TASK DATA
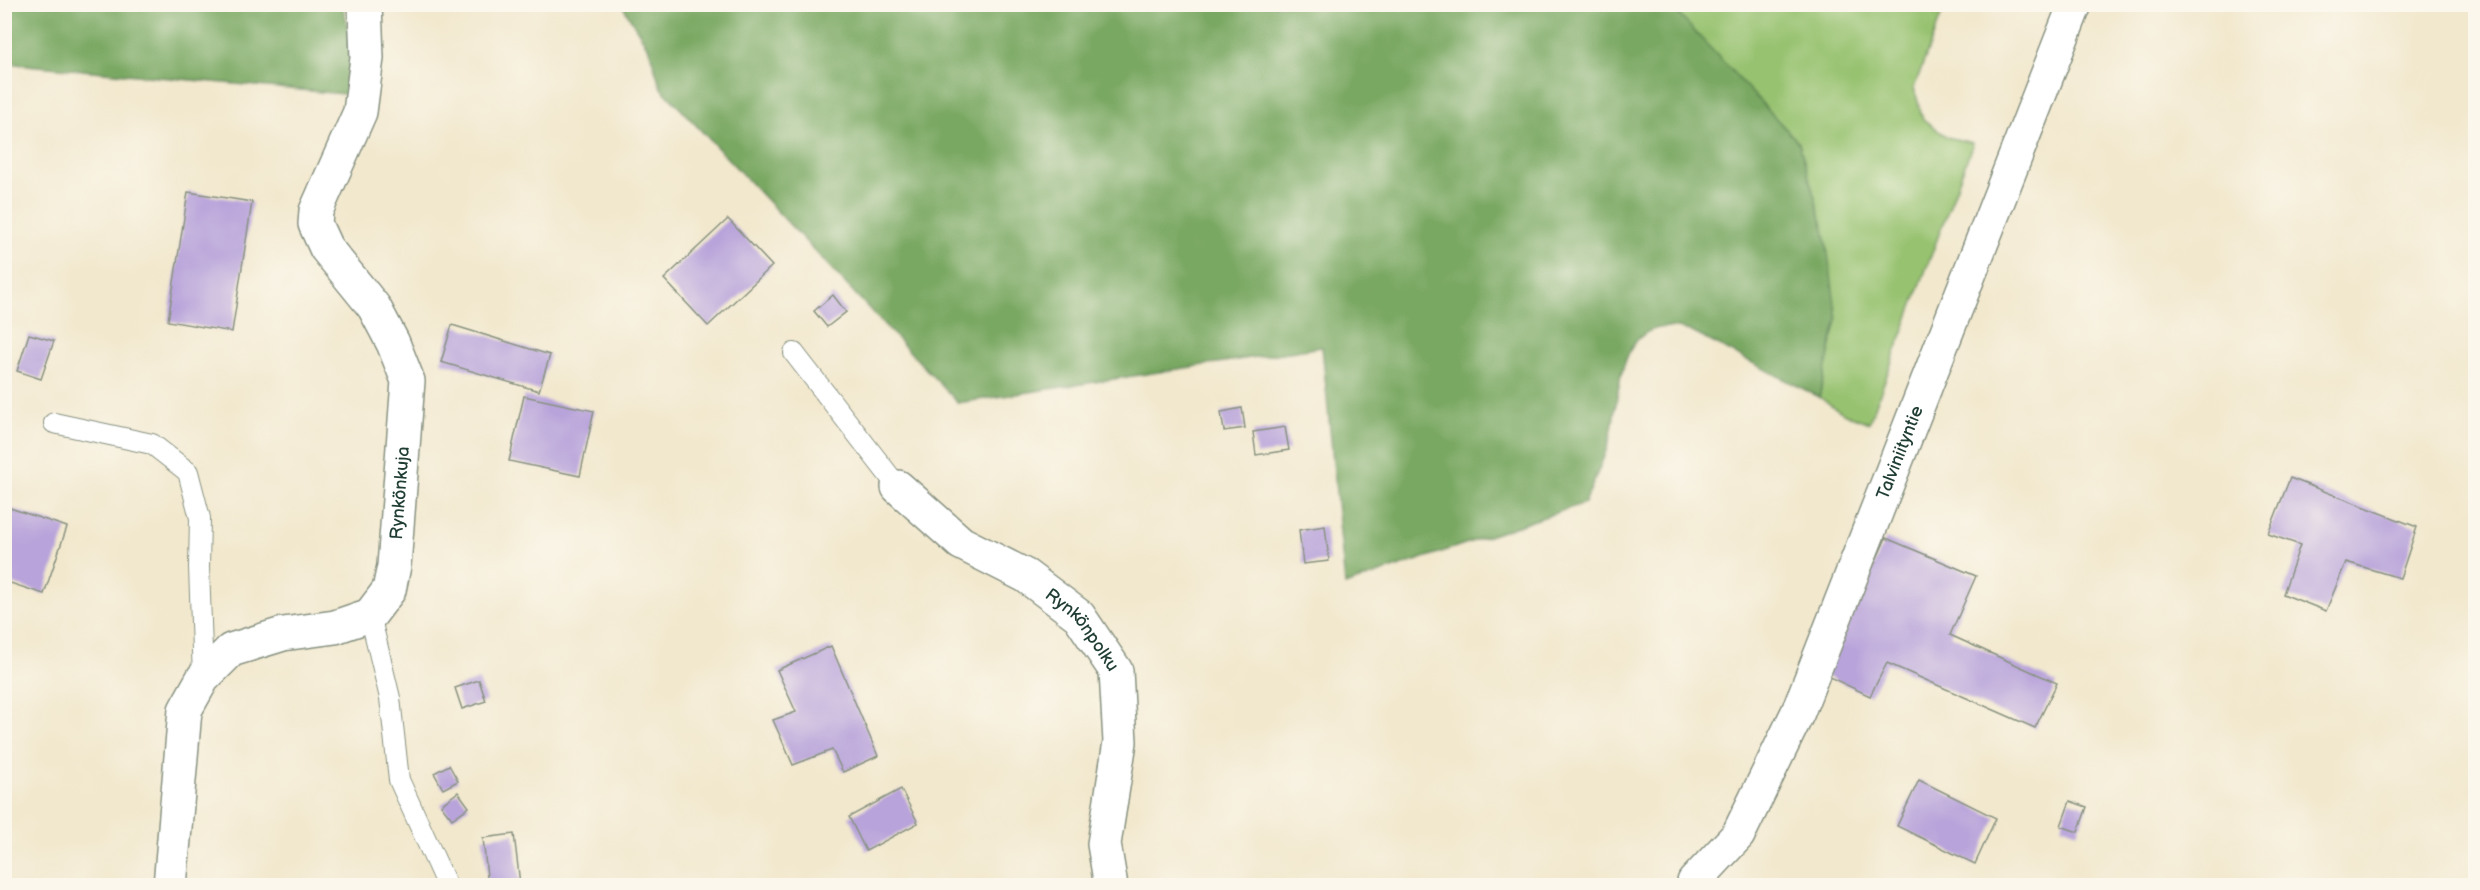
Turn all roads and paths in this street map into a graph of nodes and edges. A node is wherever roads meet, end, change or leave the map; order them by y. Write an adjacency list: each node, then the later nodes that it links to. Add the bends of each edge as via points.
1 (365, 4): 6 (street, Rynkönkuja, via 367,58 360,112 316,211 315,224 326,248 374,307 408,381 390,590)
2 (2075, 4): 8 (street, Talviniityntie, via 1798,712 1738,835)
3 (794, 353): 5 (lane)
4 (54, 423): 7 (lane, via 152,444 188,472 200,518)
5 (898, 487): 11 (street, Rynkönpolku, via 961,543 1026,576 1079,616 1116,671 1120,742 1104,844)
6 (369, 615): 7 (street, via 335,627 283,634 231,650); 10 (lane, via 390,698 399,780)
7 (203, 678): 9 (street, via 185,710)
8 (1692, 884)
9 (170, 885)
10 (447, 885)
11 (1111, 885)

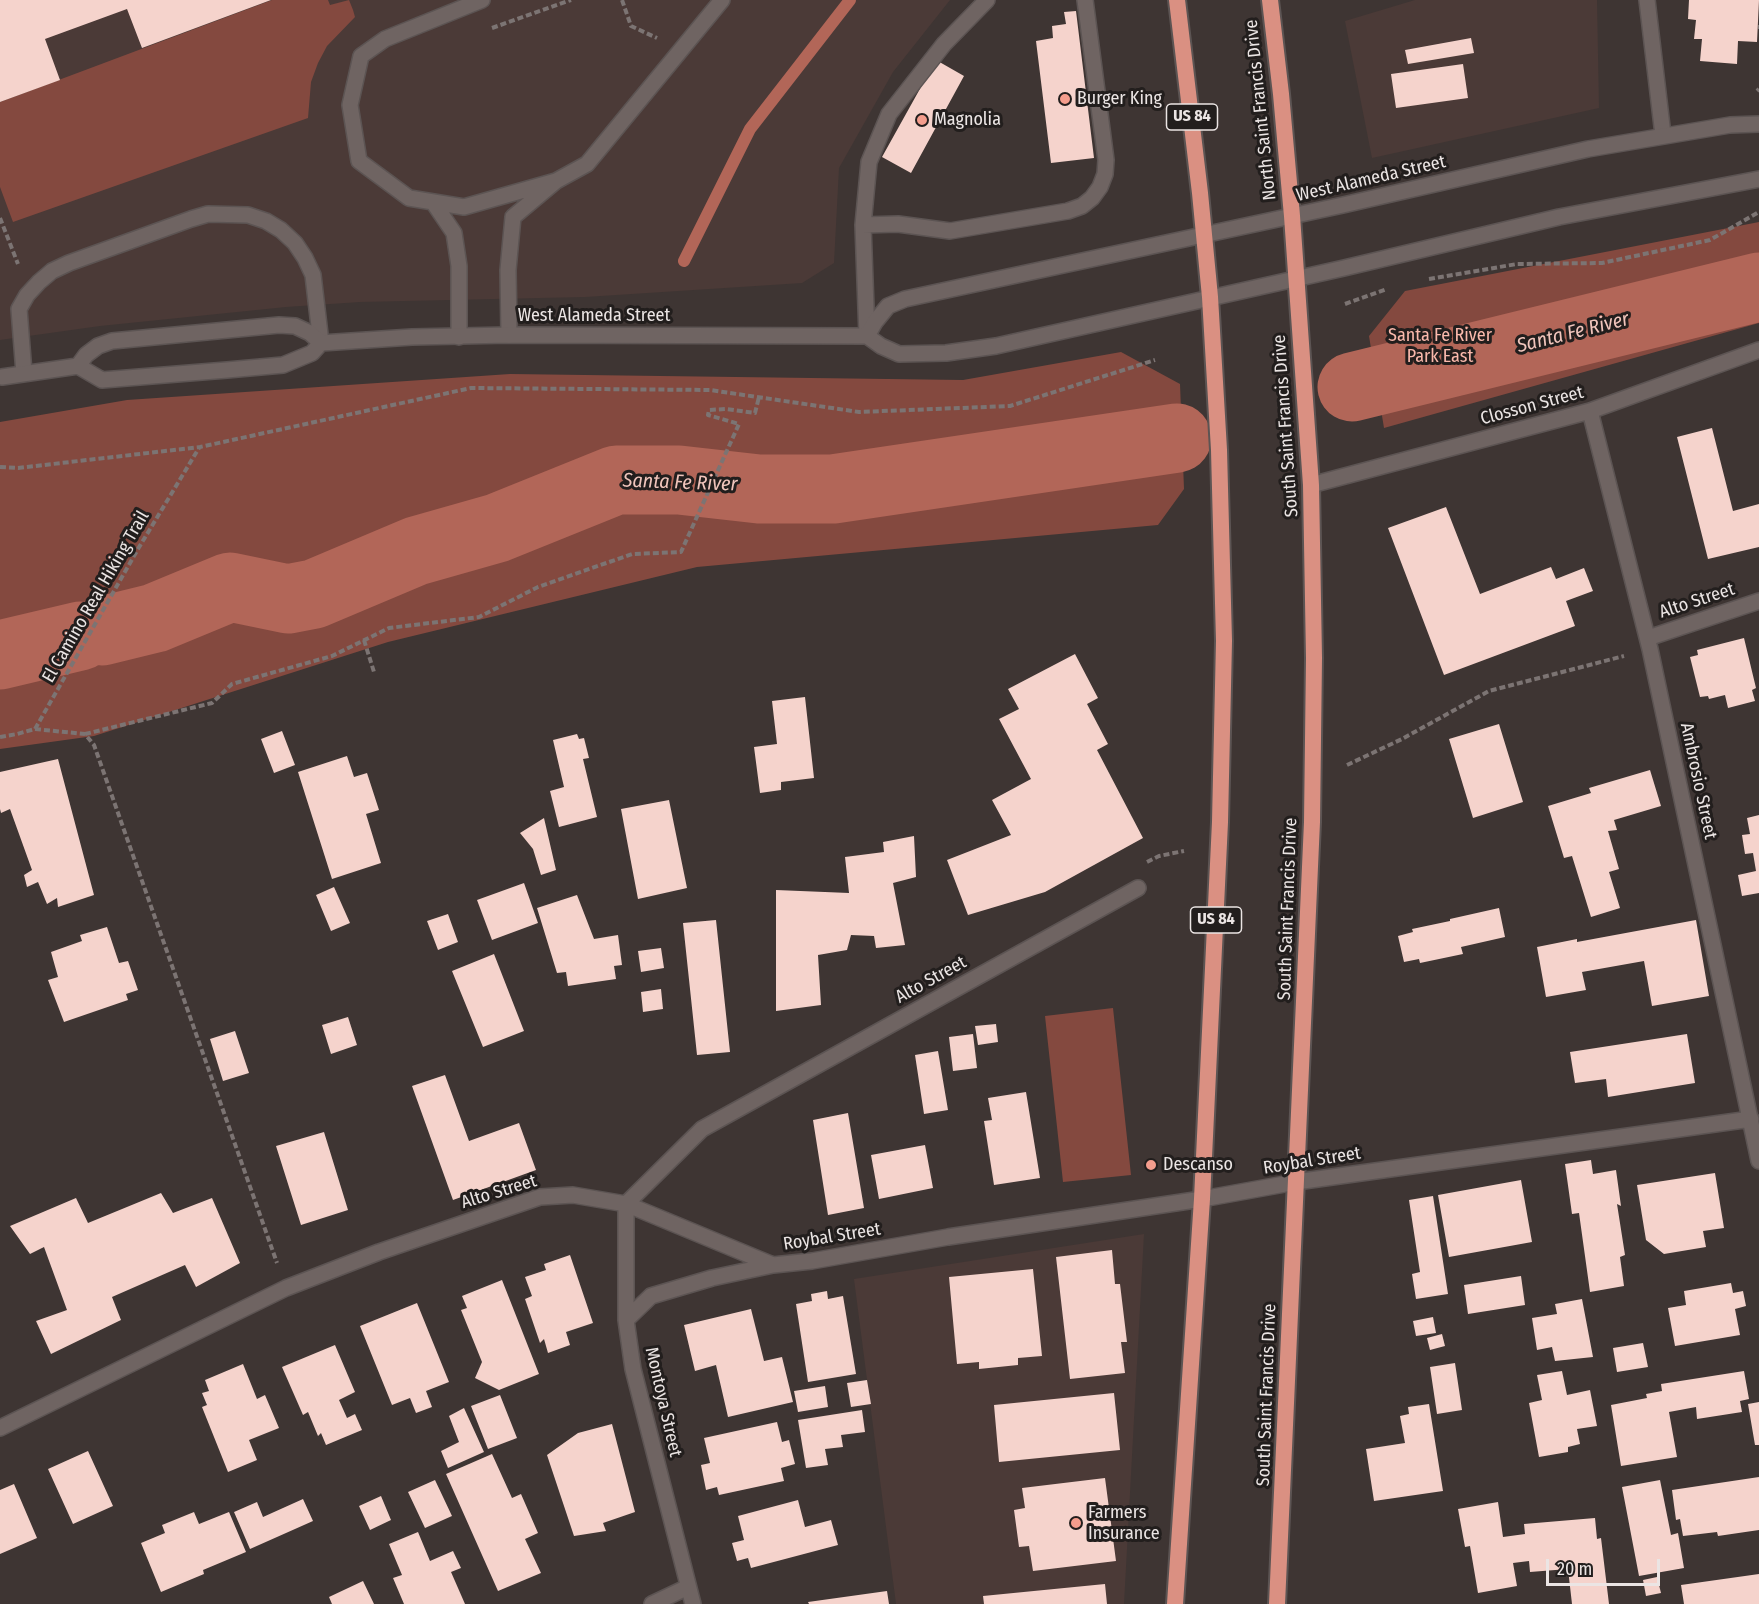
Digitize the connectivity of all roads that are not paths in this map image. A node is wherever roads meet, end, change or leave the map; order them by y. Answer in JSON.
{"nodes":[{"id":1,"x":482,"y":0,"type":"edge"},
{"id":2,"x":722,"y":0,"type":"edge"},
{"id":3,"x":987,"y":0,"type":"edge"},
{"id":4,"x":1085,"y":0,"type":"edge"},
{"id":5,"x":1177,"y":0,"type":"edge"},
{"id":6,"x":1270,"y":0,"type":"edge"},
{"id":7,"x":1647,"y":0,"type":"edge"},
{"id":8,"x":1759,"y":124,"type":"edge"},
{"id":9,"x":1663,"y":135,"type":"junction"},
{"id":10,"x":1759,"y":179,"type":"edge"},
{"id":11,"x":556,"y":181,"type":"junction"},
{"id":12,"x":433,"y":202,"type":"junction"},
{"id":13,"x":1292,"y":216,"type":"junction"},
{"id":14,"x":863,"y":225,"type":"junction"},
{"id":15,"x":1204,"y":235,"type":"junction"},
{"id":16,"x":1296,"y":278,"type":"junction"},
{"id":17,"x":1210,"y":297,"type":"junction"},
{"id":18,"x":509,"y":335,"type":"junction"},
{"id":19,"x":867,"y":336,"type":"junction"},
{"id":20,"x":459,"y":337,"type":"junction"},
{"id":21,"x":321,"y":342,"type":"junction"},
{"id":22,"x":1759,"y":350,"type":"edge"},
{"id":23,"x":78,"y":366,"type":"junction"},
{"id":24,"x":24,"y":374,"type":"junction"},
{"id":25,"x":1,"y":378,"type":"edge"},
{"id":26,"x":1590,"y":411,"type":"junction"},
{"id":27,"x":1311,"y":485,"type":"junction"},
{"id":28,"x":1759,"y":601,"type":"edge"},
{"id":29,"x":1649,"y":644,"type":"junction"},
{"id":30,"x":1138,"y":888,"type":"dead end"},
{"id":31,"x":1751,"y":1119,"type":"junction"},
{"id":32,"x":1759,"y":1161,"type":"edge"},
{"id":33,"x":1296,"y":1182,"type":"junction"},
{"id":34,"x":1202,"y":1199,"type":"junction"},
{"id":35,"x":626,"y":1204,"type":"junction"},
{"id":36,"x":773,"y":1265,"type":"junction"},
{"id":37,"x":626,"y":1320,"type":"junction"},
{"id":38,"x":0,"y":1428,"type":"edge"},
{"id":39,"x":688,"y":1587,"type":"junction"},
{"id":40,"x":652,"y":1604,"type":"edge"},
{"id":41,"x":693,"y":1604,"type":"edge"},
{"id":42,"x":1175,"y":1604,"type":"edge"},
{"id":43,"x":1277,"y":1604,"type":"edge"}],
"edges":[{"from":1,"to":12,"type":"street"},
{"from":2,"to":11,"type":"street"},
{"from":3,"to":14,"type":"street"},
{"from":4,"to":14,"type":"street"},
{"from":5,"to":15,"type":"highway","number":"US 84"},
{"from":6,"to":13,"type":"highway","name":"North Saint Francis Drive"},
{"from":7,"to":9,"type":"street"},
{"from":8,"to":9,"type":"street","name":"West Alameda Street"},
{"from":9,"to":13,"type":"street","name":"West Alameda Street"},
{"from":10,"to":16,"type":"street"},
{"from":11,"to":12,"type":"street"},
{"from":11,"to":18,"type":"street"},
{"from":12,"to":20,"type":"street"},
{"from":13,"to":15,"type":"street","name":"West Alameda Street"},
{"from":13,"to":16,"type":"highway","name":"South Saint Francis Drive"},
{"from":14,"to":19,"type":"street"},
{"from":15,"to":17,"type":"highway","number":"US 84"},
{"from":15,"to":19,"type":"street","name":"West Alameda Street"},
{"from":16,"to":17,"type":"street"},
{"from":16,"to":27,"type":"highway","name":"South Saint Francis Drive"},
{"from":17,"to":19,"type":"street"},
{"from":17,"to":34,"type":"highway","number":"US 84"},
{"from":18,"to":19,"type":"street","name":"West Alameda Street"},
{"from":18,"to":20,"type":"street","name":"West Alameda Street"},
{"from":20,"to":21,"type":"street","name":"West Alameda Street"},
{"from":21,"to":23,"type":"street"},
{"from":21,"to":23,"type":"street"},
{"from":21,"to":24,"type":"street"},
{"from":22,"to":26,"type":"street","name":"Closson Street"},
{"from":23,"to":24,"type":"street"},
{"from":24,"to":25,"type":"street"},
{"from":26,"to":27,"type":"street","name":"Closson Street"},
{"from":26,"to":29,"type":"street","name":"Ambrosio Street"},
{"from":27,"to":33,"type":"highway","name":"South Saint Francis Drive"},
{"from":28,"to":29,"type":"street","name":"Alto Street"},
{"from":29,"to":31,"type":"street","name":"Ambrosio Street"},
{"from":30,"to":35,"type":"street","name":"Alto Street"},
{"from":31,"to":32,"type":"street","name":"Ambrosio Street"},
{"from":31,"to":33,"type":"street","name":"Roybal Street"},
{"from":33,"to":34,"type":"street","name":"Roybal Street"},
{"from":33,"to":43,"type":"highway","name":"South Saint Francis Drive"},
{"from":34,"to":36,"type":"street","name":"Roybal Street"},
{"from":34,"to":42,"type":"highway","number":"US 84"},
{"from":35,"to":36,"type":"street","name":"Roybal Street"},
{"from":35,"to":37,"type":"street","name":"Montoya Street"},
{"from":35,"to":38,"type":"street","name":"Alto Street"},
{"from":36,"to":37,"type":"street","name":"Roybal Street"},
{"from":37,"to":39,"type":"street","name":"Montoya Street"},
{"from":39,"to":40,"type":"street"},
{"from":39,"to":41,"type":"street","name":"Montoya Street"}]}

TASK DESCRIPTION
The records above are to be restated word for word, excluding all pictures.

ANSWER BOX
Turn all roads and paths in this street map into a graph of nodes and edges. A node is wherever roads meet, end, change or leave the map; order them by y. Write an adjacency list: each node, then the later nodes that it links to. Add the bends of each edge as via points.
1 (365, 4): 6 (street, Rynkönkuja, via 367,58 360,112 316,211 315,224 326,248 374,307 408,381 390,590)
2 (2075, 4): 8 (street, Talviniityntie, via 1798,712 1738,835)
3 (794, 353): 5 (lane)
4 (54, 423): 7 (lane, via 152,444 188,472 200,518)
5 (898, 487): 11 (street, Rynkönpolku, via 961,543 1026,576 1079,616 1116,671 1120,742 1104,844)
6 (369, 615): 7 (street, via 335,627 283,634 231,650); 10 (lane, via 390,698 399,780)
7 (203, 678): 9 (street, via 185,710)
8 (1692, 884)
9 (170, 885)
10 (447, 885)
11 (1111, 885)

Digitize the connectivity of all roads that are not paths in this map image. A node is wherever roads meet, end, change or leave the map; order them by y. Answer in JSON.
{"nodes":[{"id":1,"x":482,"y":0,"type":"edge"},
{"id":2,"x":722,"y":0,"type":"edge"},
{"id":3,"x":987,"y":0,"type":"edge"},
{"id":4,"x":1085,"y":0,"type":"edge"},
{"id":5,"x":1177,"y":0,"type":"edge"},
{"id":6,"x":1270,"y":0,"type":"edge"},
{"id":7,"x":1647,"y":0,"type":"edge"},
{"id":8,"x":1759,"y":124,"type":"edge"},
{"id":9,"x":1663,"y":135,"type":"junction"},
{"id":10,"x":1759,"y":179,"type":"edge"},
{"id":11,"x":556,"y":181,"type":"junction"},
{"id":12,"x":433,"y":202,"type":"junction"},
{"id":13,"x":1292,"y":216,"type":"junction"},
{"id":14,"x":863,"y":225,"type":"junction"},
{"id":15,"x":1204,"y":235,"type":"junction"},
{"id":16,"x":1296,"y":278,"type":"junction"},
{"id":17,"x":1210,"y":297,"type":"junction"},
{"id":18,"x":509,"y":335,"type":"junction"},
{"id":19,"x":867,"y":336,"type":"junction"},
{"id":20,"x":459,"y":337,"type":"junction"},
{"id":21,"x":321,"y":342,"type":"junction"},
{"id":22,"x":1759,"y":350,"type":"edge"},
{"id":23,"x":78,"y":366,"type":"junction"},
{"id":24,"x":24,"y":374,"type":"junction"},
{"id":25,"x":1,"y":378,"type":"edge"},
{"id":26,"x":1590,"y":411,"type":"junction"},
{"id":27,"x":1311,"y":485,"type":"junction"},
{"id":28,"x":1759,"y":601,"type":"edge"},
{"id":29,"x":1649,"y":644,"type":"junction"},
{"id":30,"x":1138,"y":888,"type":"dead end"},
{"id":31,"x":1751,"y":1119,"type":"junction"},
{"id":32,"x":1759,"y":1161,"type":"edge"},
{"id":33,"x":1296,"y":1182,"type":"junction"},
{"id":34,"x":1202,"y":1199,"type":"junction"},
{"id":35,"x":626,"y":1204,"type":"junction"},
{"id":36,"x":773,"y":1265,"type":"junction"},
{"id":37,"x":626,"y":1320,"type":"junction"},
{"id":38,"x":0,"y":1428,"type":"edge"},
{"id":39,"x":688,"y":1587,"type":"junction"},
{"id":40,"x":652,"y":1604,"type":"edge"},
{"id":41,"x":693,"y":1604,"type":"edge"},
{"id":42,"x":1175,"y":1604,"type":"edge"},
{"id":43,"x":1277,"y":1604,"type":"edge"}],
"edges":[{"from":1,"to":12,"type":"street"},
{"from":2,"to":11,"type":"street"},
{"from":3,"to":14,"type":"street"},
{"from":4,"to":14,"type":"street"},
{"from":5,"to":15,"type":"highway","number":"US 84"},
{"from":6,"to":13,"type":"highway","name":"North Saint Francis Drive"},
{"from":7,"to":9,"type":"street"},
{"from":8,"to":9,"type":"street","name":"West Alameda Street"},
{"from":9,"to":13,"type":"street","name":"West Alameda Street"},
{"from":10,"to":16,"type":"street"},
{"from":11,"to":12,"type":"street"},
{"from":11,"to":18,"type":"street"},
{"from":12,"to":20,"type":"street"},
{"from":13,"to":15,"type":"street","name":"West Alameda Street"},
{"from":13,"to":16,"type":"highway","name":"South Saint Francis Drive"},
{"from":14,"to":19,"type":"street"},
{"from":15,"to":17,"type":"highway","number":"US 84"},
{"from":15,"to":19,"type":"street","name":"West Alameda Street"},
{"from":16,"to":17,"type":"street"},
{"from":16,"to":27,"type":"highway","name":"South Saint Francis Drive"},
{"from":17,"to":19,"type":"street"},
{"from":17,"to":34,"type":"highway","number":"US 84"},
{"from":18,"to":19,"type":"street","name":"West Alameda Street"},
{"from":18,"to":20,"type":"street","name":"West Alameda Street"},
{"from":20,"to":21,"type":"street","name":"West Alameda Street"},
{"from":21,"to":23,"type":"street"},
{"from":21,"to":23,"type":"street"},
{"from":21,"to":24,"type":"street"},
{"from":22,"to":26,"type":"street","name":"Closson Street"},
{"from":23,"to":24,"type":"street"},
{"from":24,"to":25,"type":"street"},
{"from":26,"to":27,"type":"street","name":"Closson Street"},
{"from":26,"to":29,"type":"street","name":"Ambrosio Street"},
{"from":27,"to":33,"type":"highway","name":"South Saint Francis Drive"},
{"from":28,"to":29,"type":"street","name":"Alto Street"},
{"from":29,"to":31,"type":"street","name":"Ambrosio Street"},
{"from":30,"to":35,"type":"street","name":"Alto Street"},
{"from":31,"to":32,"type":"street","name":"Ambrosio Street"},
{"from":31,"to":33,"type":"street","name":"Roybal Street"},
{"from":33,"to":34,"type":"street","name":"Roybal Street"},
{"from":33,"to":43,"type":"highway","name":"South Saint Francis Drive"},
{"from":34,"to":36,"type":"street","name":"Roybal Street"},
{"from":34,"to":42,"type":"highway","number":"US 84"},
{"from":35,"to":36,"type":"street","name":"Roybal Street"},
{"from":35,"to":37,"type":"street","name":"Montoya Street"},
{"from":35,"to":38,"type":"street","name":"Alto Street"},
{"from":36,"to":37,"type":"street","name":"Roybal Street"},
{"from":37,"to":39,"type":"street","name":"Montoya Street"},
{"from":39,"to":40,"type":"street"},
{"from":39,"to":41,"type":"street","name":"Montoya Street"}]}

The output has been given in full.